As well as his commercial work, Pitcher was also an experimental and technical photographer who took some early colour process negatives of Pauntley church in Gloucestershire thought to be connected with the three-plate Carbro process. He joined the Royal Photographic Society (RPS) in 1904, was admitted as an Associate member in 1925, and became a Fellow in 1928. In 1927, the RPS held an exhibition of seventy-two of his photographs of stained glass. The exhibition received praise in the Journal of the British Society of Master Glass-Painters as being ‘the first of its kind’ and in Country Life magazine, where it was described as a ‘triumph of photographic art’. During, and after, the Second World War, Pitcher photographed buildings and other artworks for the National Buildings Record. He was also on the Central Council of Diocesan Advisory Committee for the Care of Churches in Gloucester.

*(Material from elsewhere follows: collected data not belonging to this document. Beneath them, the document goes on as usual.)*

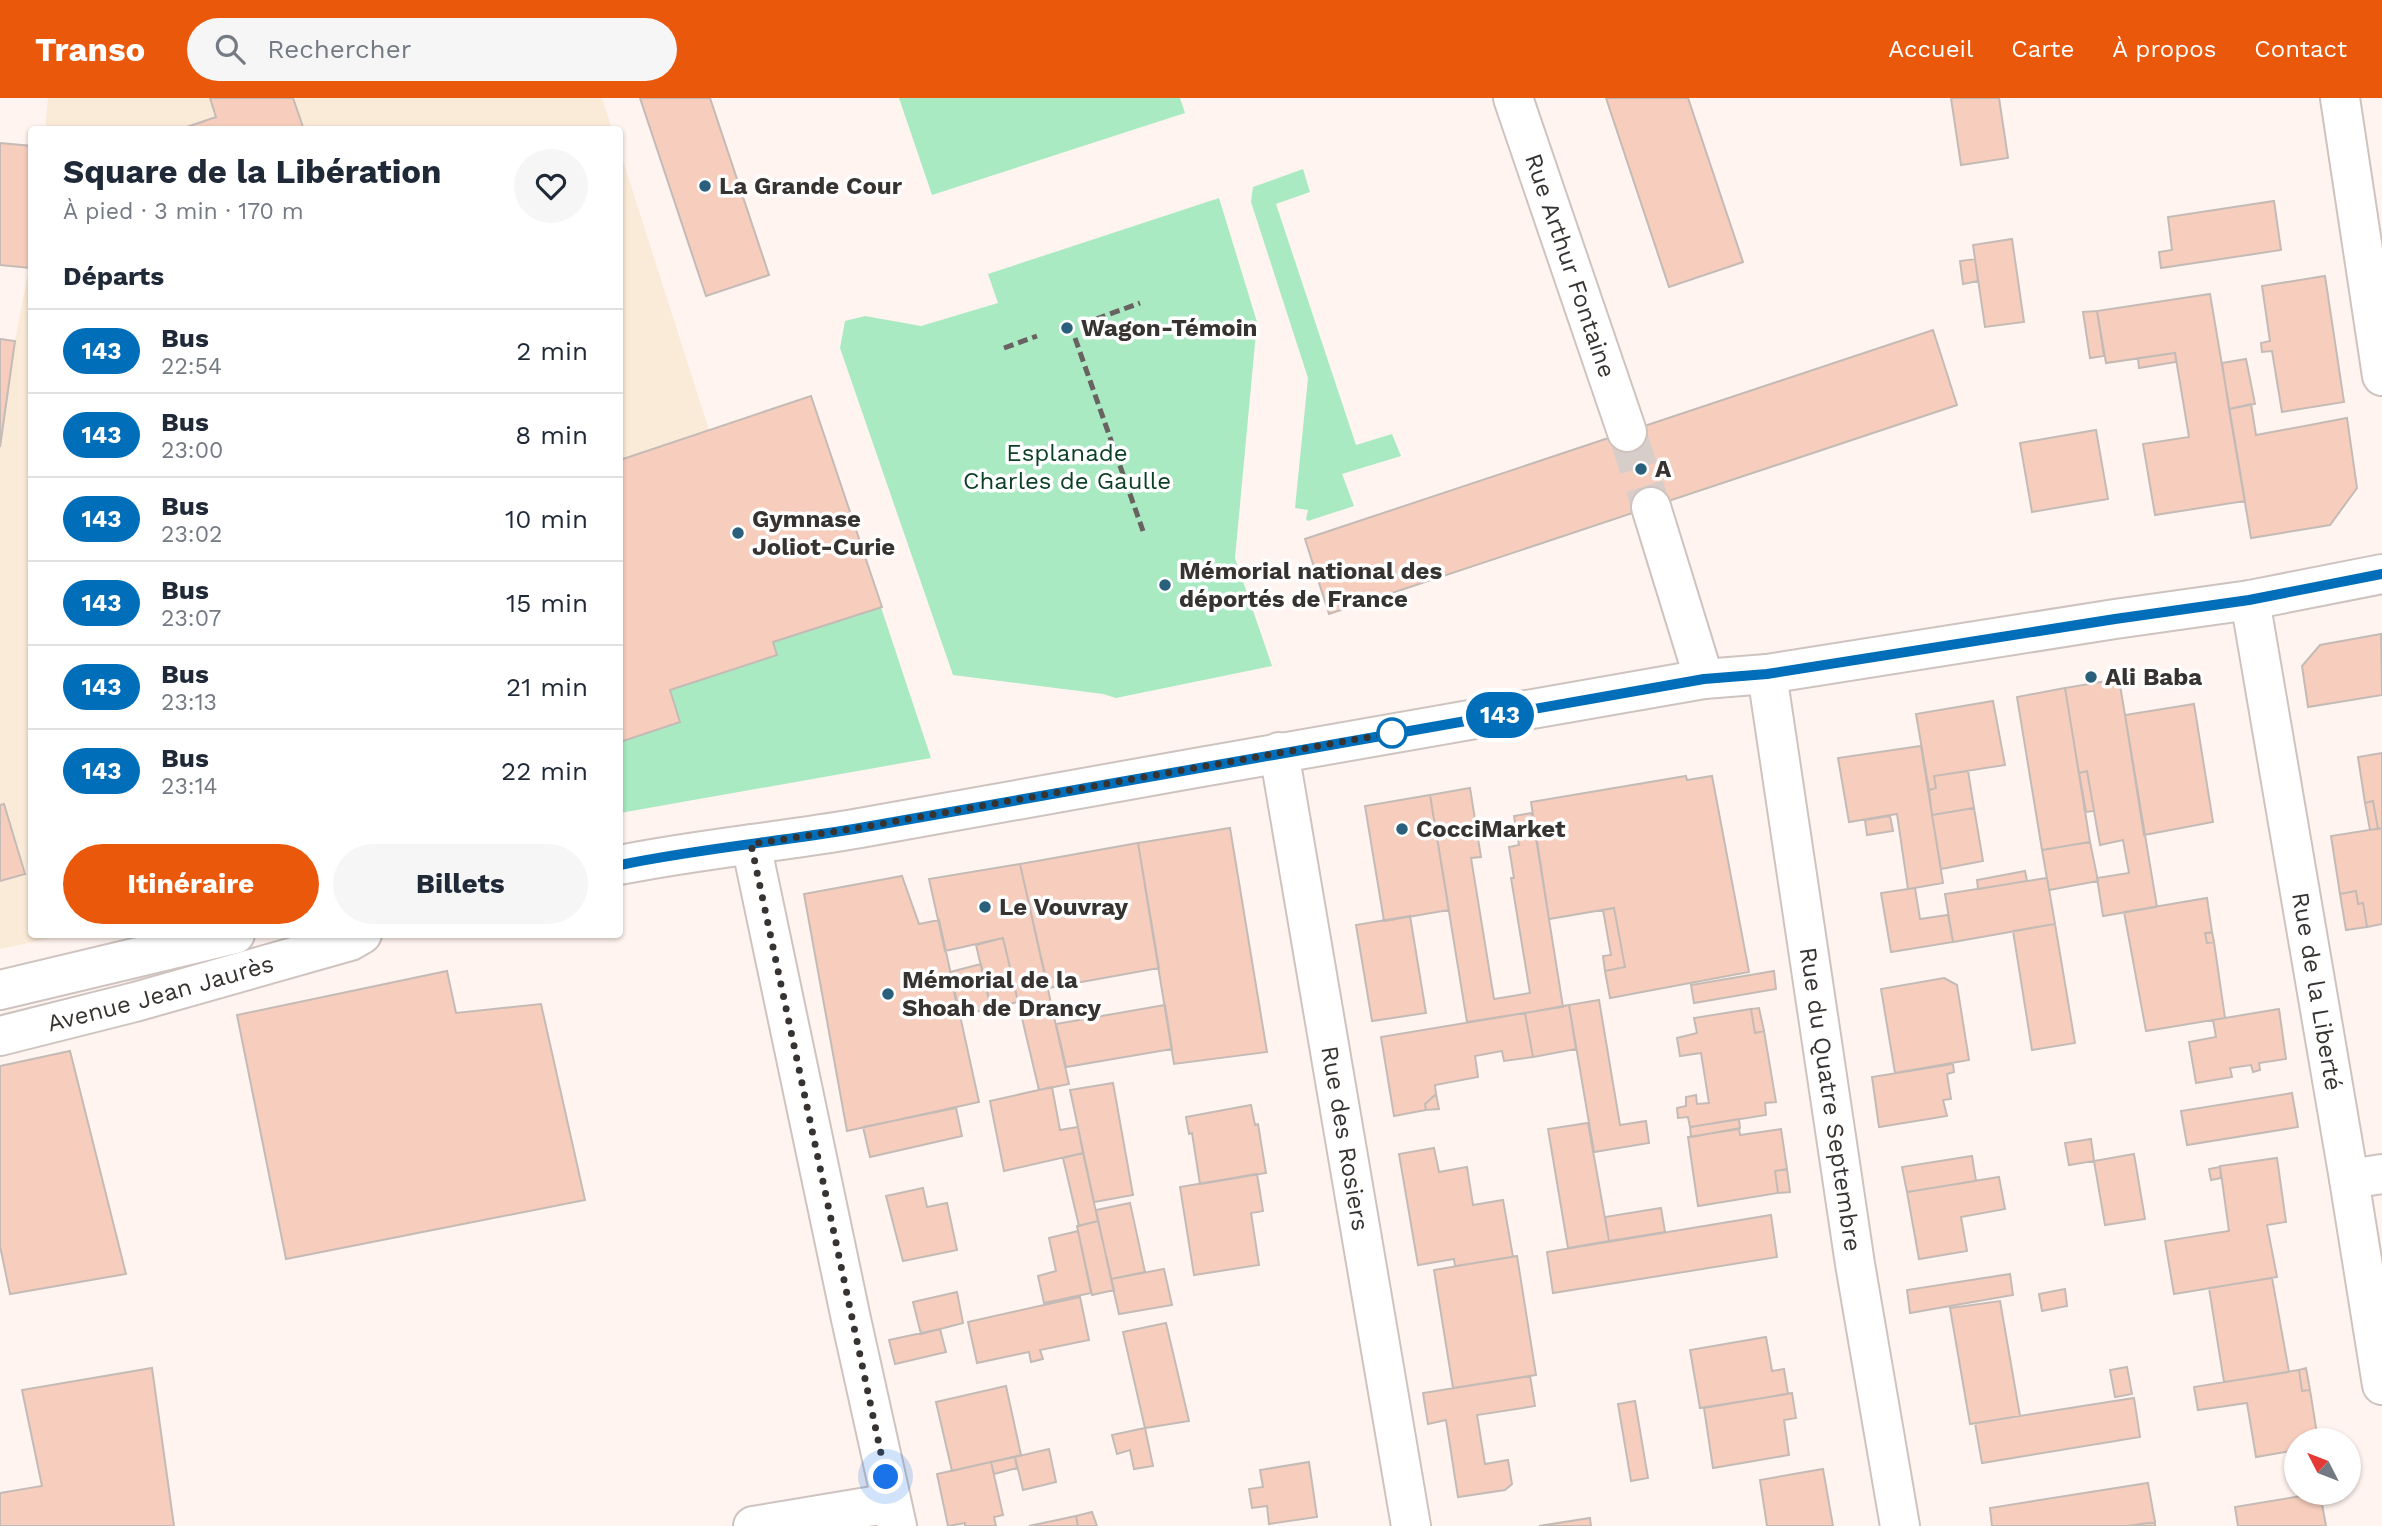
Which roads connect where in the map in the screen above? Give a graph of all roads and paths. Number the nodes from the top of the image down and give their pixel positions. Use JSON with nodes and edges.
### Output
{"nodes":[{"id":1,"x":1513,"y":98,"type":"edge"},
{"id":2,"x":2340,"y":98,"type":"edge"},
{"id":3,"x":2382,"y":376,"type":"edge"},
{"id":4,"x":1627,"y":432,"type":"tunnel mouth"},
{"id":5,"x":1651,"y":507,"type":"tunnel mouth"},
{"id":6,"x":2382,"y":574,"type":"edge"},
{"id":7,"x":2249,"y":600,"type":"junction"},
{"id":8,"x":1767,"y":674,"type":"junction"},
{"id":9,"x":1704,"y":679,"type":"junction"},
{"id":10,"x":1279,"y":752,"type":"junction"},
{"id":11,"x":751,"y":844,"type":"junction"},
{"id":12,"x":623,"y":864,"type":"edge"},
{"id":13,"x":218,"y":938,"type":"edge"},
{"id":14,"x":355,"y":938,"type":"edge"},
{"id":15,"x":0,"y":990,"type":"edge"},
{"id":16,"x":0,"y":1036,"type":"edge"},
{"id":17,"x":2366,"y":1176,"type":"edge"},
{"id":18,"x":2382,"y":1385,"type":"edge"},
{"id":19,"x":894,"y":1515,"type":"edge"},
{"id":20,"x":753,"y":1526,"type":"edge"},
{"id":21,"x":1410,"y":1526,"type":"edge"},
{"id":22,"x":1900,"y":1526,"type":"edge"}],
"edges":[{"from":1,"to":4,"type":"street","name":"Rue Arthur Fontaine"},
{"from":2,"to":3,"type":"street"},
{"from":5,"to":9,"type":"street"},
{"from":6,"to":7,"type":"street"},
{"from":7,"to":8,"type":"street"},
{"from":7,"to":17,"type":"street","name":"Rue de la Liberté"},
{"from":8,"to":9,"type":"street"},
{"from":8,"to":22,"type":"street","name":"Rue du Quatre Septembre"},
{"from":9,"to":10,"type":"street"},
{"from":10,"to":11,"type":"street"},
{"from":10,"to":21,"type":"street","name":"Rue des Rosiers"},
{"from":11,"to":12,"type":"street"},
{"from":11,"to":19,"type":"street"},
{"from":13,"to":15,"type":"street","name":"Avenue Jean Jaurès"},
{"from":14,"to":16,"type":"street","name":"Avenue Jean Jaurès"},
{"from":17,"to":18,"type":"street","name":"Rue de la Liberté"},
{"from":19,"to":20,"type":"street"}]}
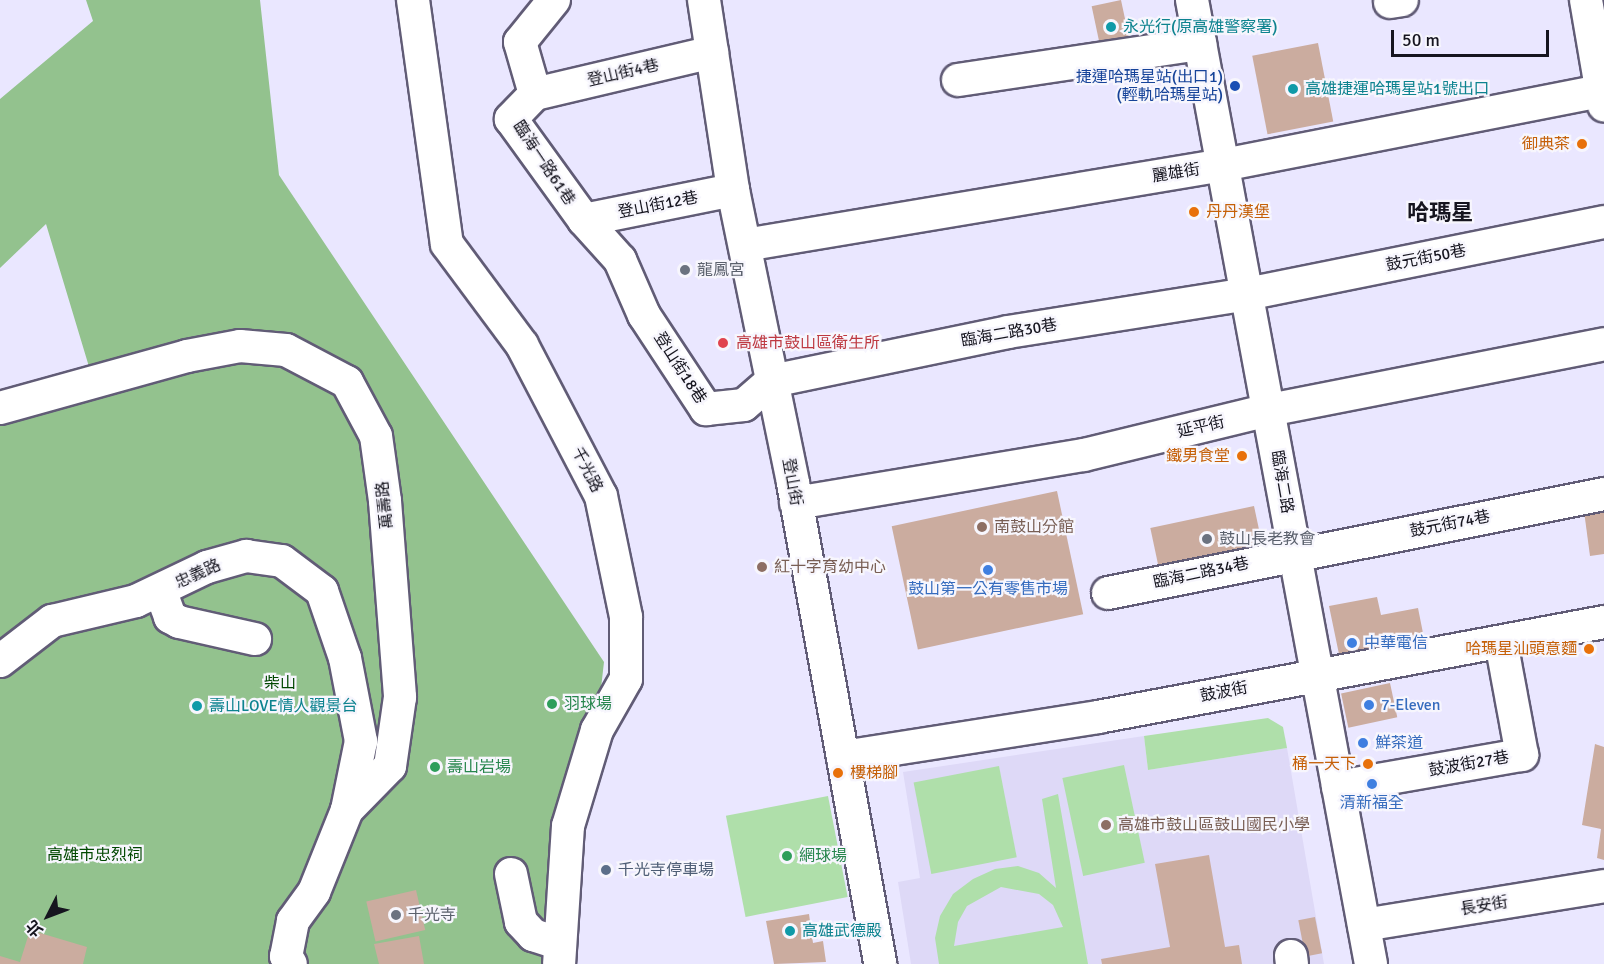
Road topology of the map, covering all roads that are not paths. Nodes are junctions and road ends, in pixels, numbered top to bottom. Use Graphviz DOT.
graph roads {
  1 [pos="413,0"];
  2 [pos="554,0"];
  3 [pos="704,0"];
  4 [pos="1192,0"];
  5 [pos="1586,0"];
  6 [pos="1200,44"];
  7 [pos="711,52"];
  8 [pos="958,80"];
  9 [pos="535,94"];
  10 [pos="1603,95"];
  11 [pos="1223,165"];
  12 [pos="733,190"];
  13 [pos="584,220"];
  14 [pos="1604,222"];
  15 [pos="746,245"];
  16 [pos="620,260"];
  17 [pos="1247,294"];
  18 [pos="1604,344"];
  19 [pos="772,381"];
  20 [pos="0,408"];
  21 [pos="1269,410"];
  22 [pos="1604,494"];
  23 [pos="796,503"];
  24 [pos="1295,554"];
  25 [pos="161,592"];
  26 [pos="1107,593"];
  27 [pos="1604,622"];
  28 [pos="255,639"];
  29 [pos="1502,642"];
  30 [pos="0,661"];
  31 [pos="1317,674"];
  32 [pos="843,757"];
  33 [pos="1338,787"];
  34 [pos="347,810"];
  35 [pos="511,874"];
  36 [pos="1604,886"];
  37 [pos="1364,926"];
  38 [pos="558,954"];
  39 [pos="291,964"];
  40 [pos="880,964"];
  41 [pos="1371,964"];
  1 -- 38 [label="street, 千光路"];
  2 -- 9 [label="street"];
  3 -- 7 [label="street, 登山街"];
  4 -- 6 [label="street, 臨海二路"];
  5 -- 10 [label="street"];
  6 -- 8 [label="street"];
  6 -- 11 [label="street, 臨海二路"];
  7 -- 9 [label="street, 登山街4巷"];
  7 -- 12 [label="street, 登山街"];
  9 -- 13 [label="street, 臨海一路61巷"];
  10 -- 11 [label="street, 麗雄街"];
  11 -- 15 [label="street, 麗雄街"];
  11 -- 17 [label="street, 臨海二路"];
  12 -- 13 [label="street, 登山街12巷"];
  12 -- 15 [label="street, 登山街"];
  13 -- 16 [label="street, 臨海一路61巷"];
  14 -- 17 [label="street, 鼓元街50巷"];
  15 -- 19 [label="street, 登山街"];
  16 -- 19 [label="street, 登山街18巷"];
  17 -- 19 [label="street, 臨海二路30巷"];
  17 -- 21 [label="street, 臨海二路"];
  18 -- 21 [label="street, 延平街"];
  19 -- 23 [label="street, 登山街"];
  20 -- 34 [label="street, 萬壽路"];
  21 -- 23 [label="street, 延平街"];
  21 -- 24 [label="street, 臨海二路"];
  22 -- 24 [label="street, 鼓元街74巷"];
  23 -- 32 [label="street, 登山街"];
  24 -- 26 [label="street, 臨海二路34巷"];
  24 -- 31 [label="street, 臨海二路"];
  25 -- 28 [label="street"];
  25 -- 30 [label="street, 忠義路"];
  25 -- 34 [label="street, 忠義路"];
  27 -- 29 [label="street, 鼓波街"];
  29 -- 31 [label="street, 鼓波街"];
  29 -- 33 [label="street, 鼓波街27巷"];
  31 -- 32 [label="street, 鼓波街"];
  31 -- 33 [label="street, 臨海二路"];
  32 -- 40 [label="street, 登山街"];
  33 -- 37 [label="street, 臨海二路"];
  34 -- 39 [label="street, 萬壽路"];
  35 -- 38 [label="street"];
  36 -- 37 [label="street, 長安街"];
  37 -- 41 [label="street, 臨海二路"];
}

Sydney Pitcher died in Gloucestershire Royal Hospital on 4 March 1950 from cancer.

== Photographic legacy ==
Historic England Archive contains images by Pitcher, whose collection of over 5000 glass plates was commissioned by/donated to the Royal Commission on the Historical Monuments of England (formerly the National Buildings Record), and is of either secular or ecclesiastical architecture, especially cathedrals, in Gloucestershire, Hereford and Worcester, Oxfordshire, Hampshire and Berkshire. The University of Exeter has a small collection of over 400 black and white postcards and prints of ecclesiastical buildings in their archives, reportedly the stock from the business that was sold after Pitcher's death.

Gloucestershire Archives hold an album of photographs taken by Pitcher of the stained glass in the De Clare windows at Tewkesbury Abbey in 1925 which was presented to the sacristan, W.G. Bannister, upon his retirement. Not unsurprisingly, photographs by Pitcher are also included in the picture archive of the Corpus Vitrearum Medii Aevi (CVMA) of Great Britain; the CVMA being an international research project dedicated to recording medieval stained glass.

Photographs attributed to Pitcher are held in the Conway Library, whose archive, of primarily architectural images, is in the process of being digitised as part of the wider Courtauld Connects project. The collections of the British Museum and the Victoria and Albert Museum also contain photographs by Pitcher; the latter holding a complete set of the photographs of Gloucester churches included in his 1925 article Ancient Stained Glass in Gloucestershire Churches.